──────── INPUT RECORDS

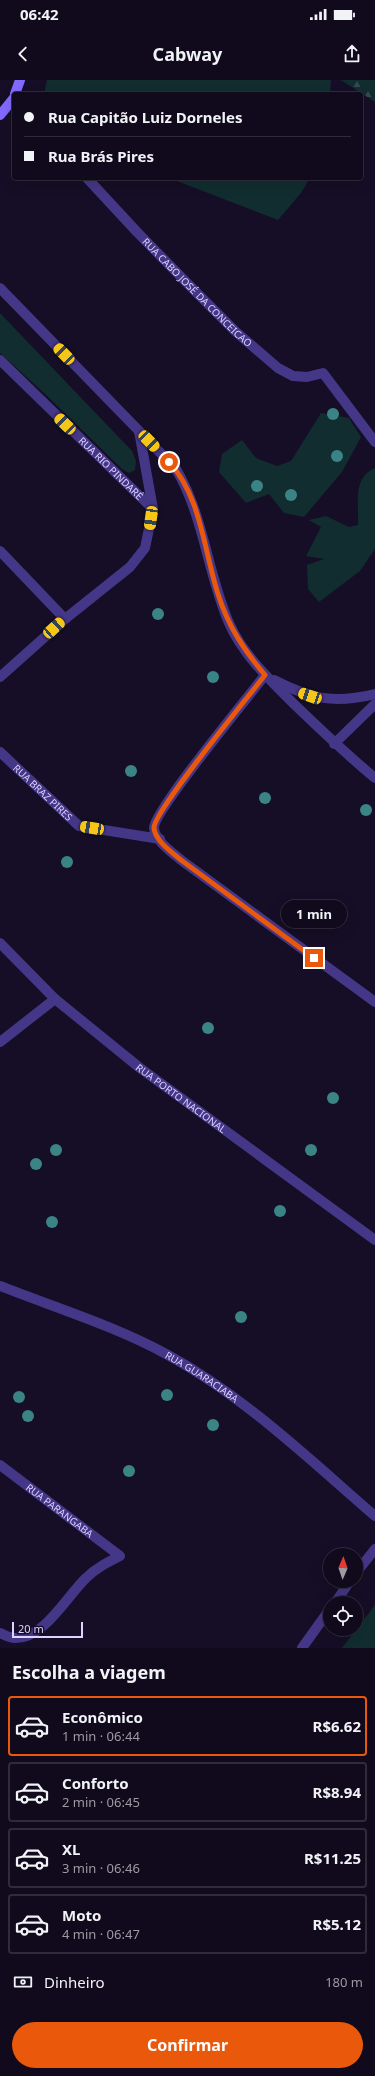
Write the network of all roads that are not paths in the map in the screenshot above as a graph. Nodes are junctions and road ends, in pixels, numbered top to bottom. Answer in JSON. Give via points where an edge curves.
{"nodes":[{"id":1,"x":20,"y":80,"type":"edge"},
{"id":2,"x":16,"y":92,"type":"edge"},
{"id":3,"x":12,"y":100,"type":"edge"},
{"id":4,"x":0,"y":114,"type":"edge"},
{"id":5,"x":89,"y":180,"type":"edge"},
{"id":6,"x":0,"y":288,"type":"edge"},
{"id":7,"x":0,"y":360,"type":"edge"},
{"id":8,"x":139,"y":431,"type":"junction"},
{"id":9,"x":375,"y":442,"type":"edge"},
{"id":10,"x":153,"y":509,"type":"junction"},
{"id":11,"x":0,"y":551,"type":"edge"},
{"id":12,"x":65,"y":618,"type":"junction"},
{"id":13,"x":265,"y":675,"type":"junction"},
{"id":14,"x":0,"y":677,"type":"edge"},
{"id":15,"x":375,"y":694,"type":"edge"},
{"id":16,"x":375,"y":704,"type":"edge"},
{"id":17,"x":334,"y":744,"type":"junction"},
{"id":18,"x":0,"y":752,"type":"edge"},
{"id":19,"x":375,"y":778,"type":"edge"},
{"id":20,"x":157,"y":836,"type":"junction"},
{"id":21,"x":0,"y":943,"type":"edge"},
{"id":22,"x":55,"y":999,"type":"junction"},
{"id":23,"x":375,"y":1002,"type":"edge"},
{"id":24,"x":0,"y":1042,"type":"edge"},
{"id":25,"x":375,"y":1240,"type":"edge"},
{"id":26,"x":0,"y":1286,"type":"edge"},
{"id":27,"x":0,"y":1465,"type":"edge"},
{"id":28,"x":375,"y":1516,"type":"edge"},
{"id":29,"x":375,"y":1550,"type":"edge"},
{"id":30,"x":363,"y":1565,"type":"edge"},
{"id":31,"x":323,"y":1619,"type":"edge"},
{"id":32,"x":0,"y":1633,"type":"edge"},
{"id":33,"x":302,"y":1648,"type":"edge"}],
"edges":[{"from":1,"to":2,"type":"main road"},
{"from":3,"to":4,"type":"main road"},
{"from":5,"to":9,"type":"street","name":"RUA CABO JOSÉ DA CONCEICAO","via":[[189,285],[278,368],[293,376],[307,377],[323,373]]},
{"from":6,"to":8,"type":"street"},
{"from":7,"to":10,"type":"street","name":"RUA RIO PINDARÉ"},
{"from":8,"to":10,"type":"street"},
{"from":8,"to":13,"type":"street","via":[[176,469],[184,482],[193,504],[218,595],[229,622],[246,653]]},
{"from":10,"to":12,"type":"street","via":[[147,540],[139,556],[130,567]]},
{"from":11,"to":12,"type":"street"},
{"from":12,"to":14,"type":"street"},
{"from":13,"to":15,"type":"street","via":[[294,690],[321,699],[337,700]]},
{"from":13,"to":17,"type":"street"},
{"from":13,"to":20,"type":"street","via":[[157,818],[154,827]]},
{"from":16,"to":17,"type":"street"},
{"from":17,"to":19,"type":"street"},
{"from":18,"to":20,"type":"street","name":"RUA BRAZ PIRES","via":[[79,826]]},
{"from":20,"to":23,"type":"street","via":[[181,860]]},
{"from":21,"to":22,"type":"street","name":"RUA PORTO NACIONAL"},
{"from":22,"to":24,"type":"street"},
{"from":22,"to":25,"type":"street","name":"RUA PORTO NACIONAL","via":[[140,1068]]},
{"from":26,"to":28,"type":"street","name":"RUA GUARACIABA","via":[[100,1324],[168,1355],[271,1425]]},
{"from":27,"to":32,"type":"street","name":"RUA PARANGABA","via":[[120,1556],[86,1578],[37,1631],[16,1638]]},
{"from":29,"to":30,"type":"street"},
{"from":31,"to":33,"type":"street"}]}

────────────────

**ASSIGNMENT**
Only lines containing the string "PORTO" belong in the answer; find them in the data above and copy them.

**EXERCISE SOLUTION**
{"from":21,"to":22,"type":"street","name":"RUA PORTO NACIONAL"},
{"from":22,"to":25,"type":"street","name":"RUA PORTO NACIONAL","via":[[140,1068]]},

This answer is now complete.